Lasek przy ogrodzie - co posadzić?
Lasek przy ogrodzie - co posadzić?
Na nieużytkach przylegających do mojego ogrodu chciałam zrobić mały lasek. Dostałam od leśniczego trochę sadzonek daglezji oraz dębu szypułkowego dosadziłam jeszcze trochę sosny czarnej i modrzewia oraz nieco brzózek . Daglezja ginie w oczach mimo, że dostała mikoryzę, modrzewie również kiepskie, dąbki trzymają się dzielnie, a najlepiej ma się sosna i brzozy. Co mogłabym tam dosadzić by dało sobie radę? Ziemia jest ciężka i gliniasta ale sucha. Teren w dużym spadku.
Pozdrawiam - Wiesia
zapraszam
zapraszam
Nie czuję się ekspertem ale pozwolę sobie Ci odpowiedzieć.

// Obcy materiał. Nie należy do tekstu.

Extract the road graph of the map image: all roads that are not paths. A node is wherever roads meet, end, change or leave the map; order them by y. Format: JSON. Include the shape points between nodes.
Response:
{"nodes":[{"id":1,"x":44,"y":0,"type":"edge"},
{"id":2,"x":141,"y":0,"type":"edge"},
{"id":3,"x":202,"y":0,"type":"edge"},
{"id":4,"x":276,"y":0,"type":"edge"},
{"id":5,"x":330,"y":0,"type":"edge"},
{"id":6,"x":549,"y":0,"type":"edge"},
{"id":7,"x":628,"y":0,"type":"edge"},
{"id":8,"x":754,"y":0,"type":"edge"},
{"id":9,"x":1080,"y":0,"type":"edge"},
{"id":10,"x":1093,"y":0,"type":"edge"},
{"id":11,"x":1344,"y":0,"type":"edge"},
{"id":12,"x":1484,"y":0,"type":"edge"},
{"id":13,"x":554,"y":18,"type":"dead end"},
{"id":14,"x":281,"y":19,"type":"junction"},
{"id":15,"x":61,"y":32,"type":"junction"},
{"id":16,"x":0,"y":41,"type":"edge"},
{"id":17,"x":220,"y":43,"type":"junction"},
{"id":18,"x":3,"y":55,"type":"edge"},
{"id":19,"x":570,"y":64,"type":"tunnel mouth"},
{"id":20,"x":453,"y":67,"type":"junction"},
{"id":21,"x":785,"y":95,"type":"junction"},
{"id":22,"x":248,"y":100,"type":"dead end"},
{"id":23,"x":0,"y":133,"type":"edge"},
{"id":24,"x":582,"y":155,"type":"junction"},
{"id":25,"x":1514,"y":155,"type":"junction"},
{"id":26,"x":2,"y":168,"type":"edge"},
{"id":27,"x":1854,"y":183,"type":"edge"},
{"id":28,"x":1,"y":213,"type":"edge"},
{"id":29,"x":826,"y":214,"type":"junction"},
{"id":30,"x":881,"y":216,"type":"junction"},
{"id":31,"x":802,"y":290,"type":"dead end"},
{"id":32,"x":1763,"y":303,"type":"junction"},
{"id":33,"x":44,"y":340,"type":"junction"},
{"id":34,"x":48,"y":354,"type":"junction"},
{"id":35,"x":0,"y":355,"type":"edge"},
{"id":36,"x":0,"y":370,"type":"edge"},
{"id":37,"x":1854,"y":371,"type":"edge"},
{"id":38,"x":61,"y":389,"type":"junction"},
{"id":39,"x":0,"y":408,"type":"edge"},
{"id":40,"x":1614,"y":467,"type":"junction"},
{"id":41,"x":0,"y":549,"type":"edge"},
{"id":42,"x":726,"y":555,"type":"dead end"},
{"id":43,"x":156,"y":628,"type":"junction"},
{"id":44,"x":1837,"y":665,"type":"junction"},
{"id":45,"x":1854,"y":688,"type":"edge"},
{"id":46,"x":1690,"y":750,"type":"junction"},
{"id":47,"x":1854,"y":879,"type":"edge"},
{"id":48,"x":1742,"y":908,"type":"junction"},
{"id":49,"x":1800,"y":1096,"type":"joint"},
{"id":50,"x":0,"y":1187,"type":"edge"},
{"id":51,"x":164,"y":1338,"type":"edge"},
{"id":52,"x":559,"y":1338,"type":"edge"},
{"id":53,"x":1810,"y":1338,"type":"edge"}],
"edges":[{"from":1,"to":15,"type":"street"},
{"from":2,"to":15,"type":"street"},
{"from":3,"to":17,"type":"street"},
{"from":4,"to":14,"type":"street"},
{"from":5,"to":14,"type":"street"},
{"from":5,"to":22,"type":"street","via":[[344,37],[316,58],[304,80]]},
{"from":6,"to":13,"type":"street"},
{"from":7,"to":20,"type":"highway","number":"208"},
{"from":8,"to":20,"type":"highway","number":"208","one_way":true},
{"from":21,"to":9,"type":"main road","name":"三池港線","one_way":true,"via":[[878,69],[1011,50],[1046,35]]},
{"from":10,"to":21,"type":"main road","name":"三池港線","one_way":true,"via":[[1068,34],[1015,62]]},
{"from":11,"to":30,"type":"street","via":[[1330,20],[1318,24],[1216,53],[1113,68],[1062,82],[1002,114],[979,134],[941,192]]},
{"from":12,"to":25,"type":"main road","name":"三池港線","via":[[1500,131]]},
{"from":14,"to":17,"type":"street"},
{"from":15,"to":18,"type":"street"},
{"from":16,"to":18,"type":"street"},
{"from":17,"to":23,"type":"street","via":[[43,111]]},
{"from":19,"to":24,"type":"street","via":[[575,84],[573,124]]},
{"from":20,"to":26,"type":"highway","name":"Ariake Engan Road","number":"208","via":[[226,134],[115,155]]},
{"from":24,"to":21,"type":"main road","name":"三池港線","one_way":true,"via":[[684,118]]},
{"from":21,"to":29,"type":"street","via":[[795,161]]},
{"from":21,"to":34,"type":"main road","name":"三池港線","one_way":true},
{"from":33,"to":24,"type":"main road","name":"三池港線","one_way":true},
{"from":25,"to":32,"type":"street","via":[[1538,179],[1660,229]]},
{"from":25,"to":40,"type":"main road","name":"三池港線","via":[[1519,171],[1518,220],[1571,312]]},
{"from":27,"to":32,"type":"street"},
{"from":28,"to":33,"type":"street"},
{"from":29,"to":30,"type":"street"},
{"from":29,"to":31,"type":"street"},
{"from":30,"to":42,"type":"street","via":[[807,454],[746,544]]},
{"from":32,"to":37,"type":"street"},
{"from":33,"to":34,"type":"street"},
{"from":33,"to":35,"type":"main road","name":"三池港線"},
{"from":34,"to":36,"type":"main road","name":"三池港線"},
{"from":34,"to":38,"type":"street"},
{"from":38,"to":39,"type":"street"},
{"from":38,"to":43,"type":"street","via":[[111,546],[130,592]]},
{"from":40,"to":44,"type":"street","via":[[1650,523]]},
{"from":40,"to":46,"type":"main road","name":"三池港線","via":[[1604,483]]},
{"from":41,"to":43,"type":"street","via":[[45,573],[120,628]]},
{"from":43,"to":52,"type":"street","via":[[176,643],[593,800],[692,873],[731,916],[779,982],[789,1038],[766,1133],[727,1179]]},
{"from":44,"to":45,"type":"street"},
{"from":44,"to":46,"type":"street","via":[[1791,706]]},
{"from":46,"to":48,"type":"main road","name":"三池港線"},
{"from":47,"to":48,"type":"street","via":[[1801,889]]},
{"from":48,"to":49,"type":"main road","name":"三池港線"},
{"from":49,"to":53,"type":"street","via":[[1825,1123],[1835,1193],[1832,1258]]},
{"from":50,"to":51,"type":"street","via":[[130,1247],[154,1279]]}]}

Po pierwsze - rozejrzyj się po okolicy jakie drzewa tam rosną. To da Ci pojęcie co sadzić. Na zdjęciu po prawej widać większe drzewo, które wygląda mi na lipę ale pewna nie jestem.
Po drugie - ile arów czy m2 masz do obsadzenia? Wielkość powierzchni jest zasadnicza jeżeli chodzi o planowanie nasadzeń, zalesienia.
Po trzecie - cokolwiek posadzisz przez pierwsze 2 lata musisz o to odpowiednio zadbać. Przede wszystkim podlewać, im regularniej tym lepszy będzie efekt w postaci przyjętych, silnych roślin. Jeżeli te modrzewie i daglezje to były 2-3 letnie sadzonki z gołym korzeniem i nie były odpowiednio pielęgnowane, nic dziwnego, że umierają czy ledwie zipią.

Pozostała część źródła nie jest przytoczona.